In all this, there is nothing of the apologetical appeal to public, long-standing messianic claims. Matthew was not aiming at the same thing subsequent Christian apologists were. Why the change? Why did apologists, ancient (I would include Luke) and modern, shift over to an incredible appeal to Old Testament proof texts as if the Christian reinterpretation represented the original intentions of the prophets to predict Jesus? I think it is because very shortly, the vast majority of Christians, and Christian scholars, were Greek-speaking Gentiles who were accustomed to reading only the Greek Septuagint and reading it with only a Christian application in mind. They viewed the Old Testament dispensation simply as the time of waiting for the Christ, and the Old Testament characters as pretty much "Christians before Christ" (to borrow Justin Martyr's term for Socrates and other Greek spokesmen for the Logos). They read the Old Testament anachronistically, made it into a Christian book, and began to suppose that Isaiah had nothing in mind other than predicting Jesus Christ. Here and there one catches an early Christian voice protesting that the Old Testament author could not have had Jesus in mind, e.g., Marcion of Pontus, Theodore of Mopsuestia, who held out for a literal, non-messianic reading of most or all of the Old Testament, but these, obviously, are the exceptions that prove the rule.
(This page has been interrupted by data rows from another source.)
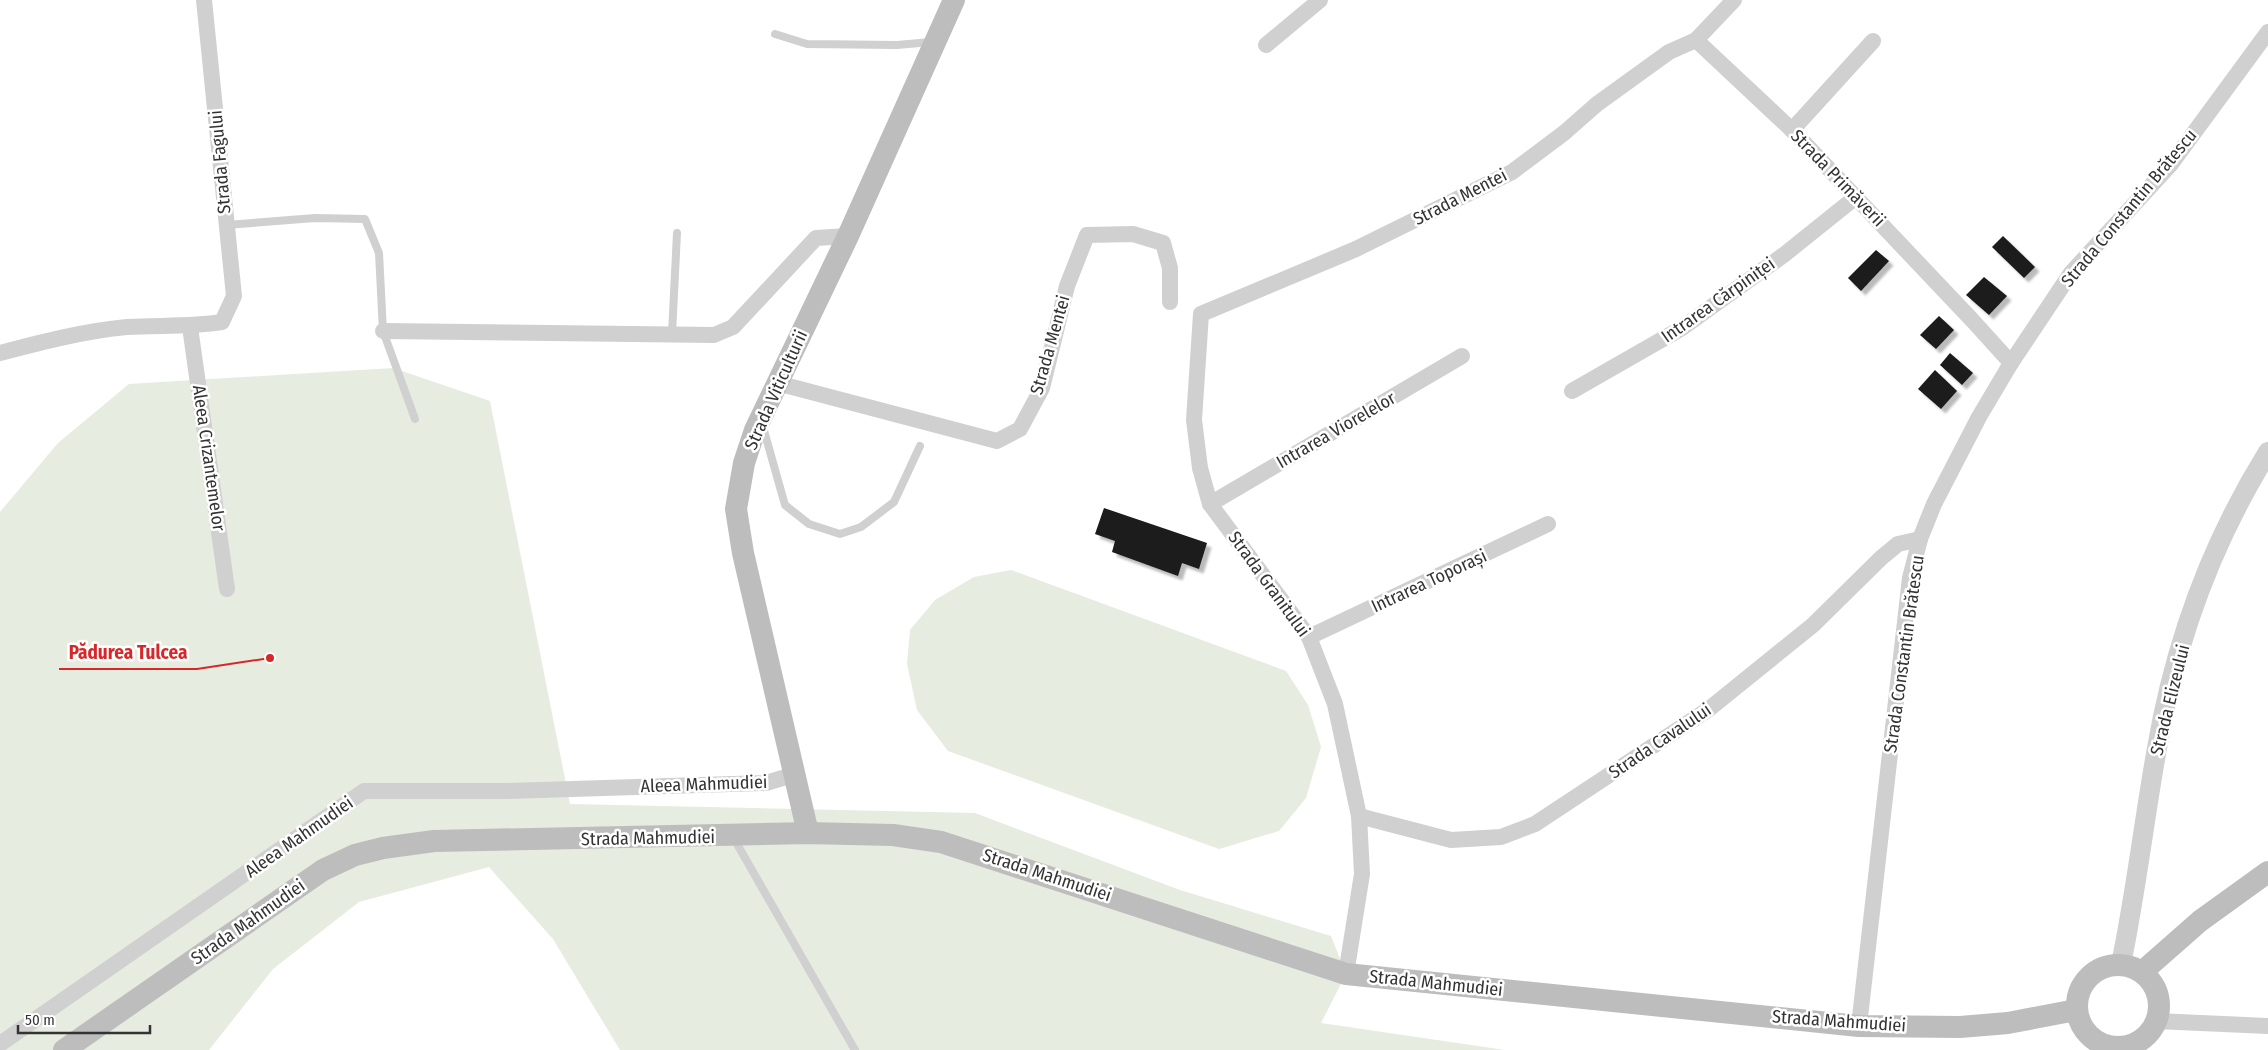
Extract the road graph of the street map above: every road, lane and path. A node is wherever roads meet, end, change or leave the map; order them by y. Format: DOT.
graph roads {
  1 [pos="204,0"];
  2 [pos="954,0"];
  3 [pos="1320,0"];
  4 [pos="1734,0"];
  5 [pos="2268,32"];
  6 [pos="774,34"];
  7 [pos="1696,40"];
  8 [pos="1872,41"];
  9 [pos="936,42"];
  10 [pos="1266,45"];
  11 [pos="1792,130"];
  12 [pos="1856,197"];
  13 [pos="226,225"];
  14 [pos="677,233"];
  15 [pos="848,236"];
  16 [pos="1170,302"];
  17 [pos="1201,314"];
  18 [pos="190,327"];
  19 [pos="383,331"];
  20 [pos="672,334"];
  21 [pos="0,353"];
  22 [pos="1462,356"];
  23 [pos="2010,363"];
  24 [pos="777,383"];
  25 [pos="1572,392"];
  26 [pos="761,418"];
  27 [pos="415,419"];
  28 [pos="920,446"];
  29 [pos="2268,452"];
  30 [pos="1210,504"];
  31 [pos="1548,524"];
  32 [pos="1920,540"];
  33 [pos="228,588"];
  34 [pos="1310,637"];
  35 [pos="796,774"];
  36 [pos="1358,816"];
  37 [pos="808,833"];
  38 [pos="732,836"];
  39 [pos="2268,872"];
  40 [pos="2121,964"];
  41 [pos="2142,972"];
  42 [pos="1346,974"];
  43 [pos="2076,1010"];
  44 [pos="2156,1021"];
  45 [pos="1859,1026"];
  46 [pos="2268,1026"];
  47 [pos="0,1044"];
  48 [pos="2120,1049"];
  49 [pos="64,1050"];
  50 [pos="855,1050"];
  1 -- 13 [label="street, Strada Fagului"];
  2 -- 9 [label="main road, Strada Viticulturii"];
  3 -- 10 [label="street"];
  4 -- 7 [label="street"];
  5 -- 23 [label="street, Strada Constantin Brătescu"];
  6 -- 9 [label="lane"];
  7 -- 11 [label="street, Strada Primăverii"];
  7 -- 17 [label="street, Strada Mentei"];
  8 -- 11 [label="street"];
  9 -- 15 [label="main road, Strada Viticulturii"];
  11 -- 12 [label="street, Strada Primăverii"];
  12 -- 23 [label="street, Strada Primăverii"];
  12 -- 25 [label="street, Intrarea Cărpiniței"];
  13 -- 18 [label="street, Strada Fagului"];
  13 -- 19 [label="lane"];
  14 -- 20 [label="lane"];
  15 -- 20 [label="street"];
  15 -- 24 [label="main road, Strada Viticulturii"];
  16 -- 24 [label="street, Strada Mentei"];
  17 -- 30 [label="street, Strada Granitului"];
  18 -- 21 [label="street"];
  18 -- 33 [label="street, Aleea Crizantemelor"];
  19 -- 20 [label="street"];
  19 -- 27 [label="lane"];
  22 -- 30 [label="street, Intrarea Viorelelor"];
  23 -- 32 [label="street, Strada Constantin Brătescu"];
  24 -- 26 [label="main road, Strada Viticulturii"];
  26 -- 28 [label="lane"];
  26 -- 35 [label="main road, Strada Viticulturii"];
  29 -- 40 [label="street, Strada Elizeului"];
  30 -- 34 [label="street, Strada Granitului"];
  31 -- 34 [label="street, Intrarea Toporași"];
  32 -- 36 [label="street, Strada Cavalului"];
  32 -- 45 [label="street, Strada Constantin Brătescu"];
  34 -- 36 [label="street, Strada Granitului"];
  35 -- 37 [label="main road, Strada Viticulturii"];
  35 -- 47 [label="street, Aleea Mahmudiei"];
  36 -- 42 [label="street, Strada Granitului"];
  37 -- 38 [label="main road, Strada Mahmudiei"];
  37 -- 42 [label="main road, Strada Mahmudiei"];
  38 -- 49 [label="main road, Strada Mahmudiei"];
  38 -- 50 [label="lane"];
  39 -- 41 [label="main road"];
  40 -- 41 [label="main road"];
  40 -- 43 [label="main road"];
  41 -- 44 [label="main road"];
  42 -- 45 [label="main road, Strada Mahmudiei"];
  43 -- 45 [label="main road, Strada Mahmudiei"];
  43 -- 48 [label="main road"];
  44 -- 46 [label="street"];
  44 -- 48 [label="main road"];
}
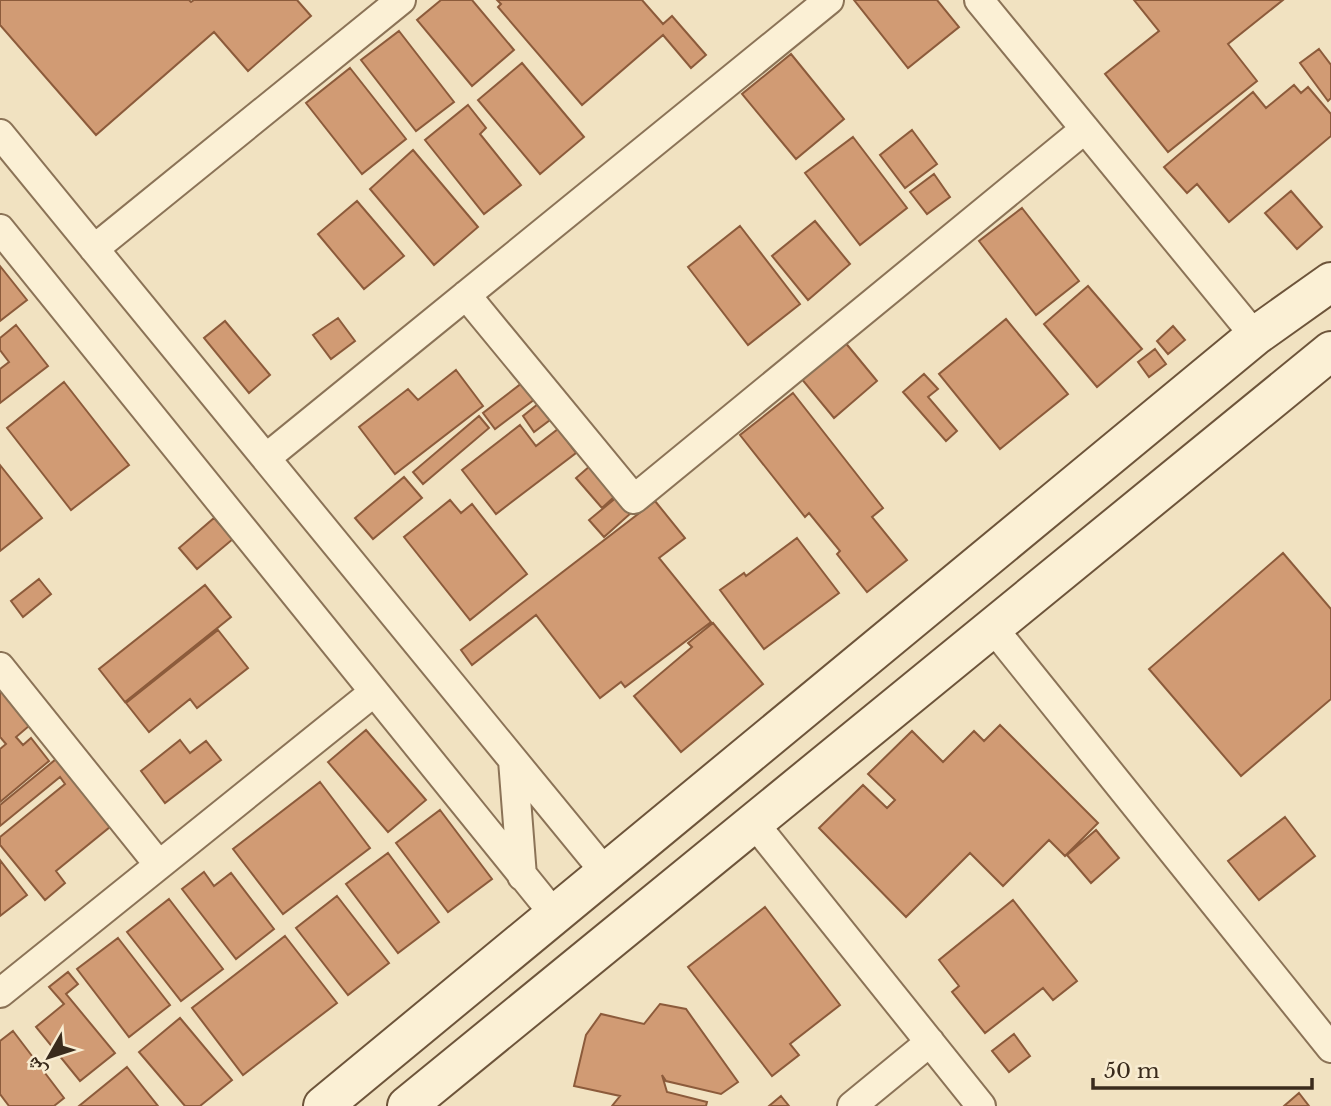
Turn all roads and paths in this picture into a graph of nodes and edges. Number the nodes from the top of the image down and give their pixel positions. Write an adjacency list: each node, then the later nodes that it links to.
1 (401, 0): 7 (street)
2 (829, 0): 9 (street)
3 (979, 0): 4 (street)
4 (1085, 129): 9 (street); 10 (street)
5 (0, 134): 7 (street)
6 (0, 229): 15 (street)
7 (94, 249): 12 (street)
8 (1331, 282): 10 (street)
9 (466, 295): 12 (street)
10 (1255, 337): 19 (street)
11 (1331, 351): 13 (street)
12 (266, 458): 16 (street)
13 (993, 628): 17 (street); 24 (street)
14 (0, 667): 18 (street)
15 (374, 692): 18 (street); 20 (street)
16 (513, 760): 19 (street); 20 (street)
17 (754, 823): 23 (street); 26 (street)
18 (159, 865): 22 (street)
19 (605, 872): 21 (street)
20 (522, 876): 21 (street)
21 (554, 914): 25 (street)
22 (0, 993)
23 (929, 1042): 27 (street); 28 (street)
24 (1331, 1048)
25 (323, 1106)
26 (407, 1106)
27 (852, 1106)
28 (981, 1106)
Even if most did read the Old Testament as a Christian document even on the surface, Christian hermeneutics did not theoretically demand this. Most exegetes held in common with Origen some sort of multi-sense hermeneutic, whereby the surface, literal sense was often not even the most important one. One could still find the messianic sense in one of these esoteric levels of meaning, and many of the supposed "messianic" predictions that Hal Lindsay and others today seem to take as the surface meaning were relegated to secondary, non-literal interpretations by the ancients. Where the crisis really came was at the time of the Protestant Reformation, when to rule out Catholic appeals to non-literal meanings on behalf of the papacy or the sale of indulgences, Martin Luther rejected, on principle, any but the straightforward, surface sense of any text as recoverable by means of the grammatico-historical method. At the same time, it did not occur to him to break with traditional appeals to Old Testament prophecy to prove that Christians were right and Jews were wrong about Jesus. This is what created the intolerable bind in which fundamentalist apologists find themselves in today (though they seem oblivious to the difficulty, one suspects because they share the same merely opportunistic interest that ancient Christians had in the Old Testament as a source of Christian proof texts)."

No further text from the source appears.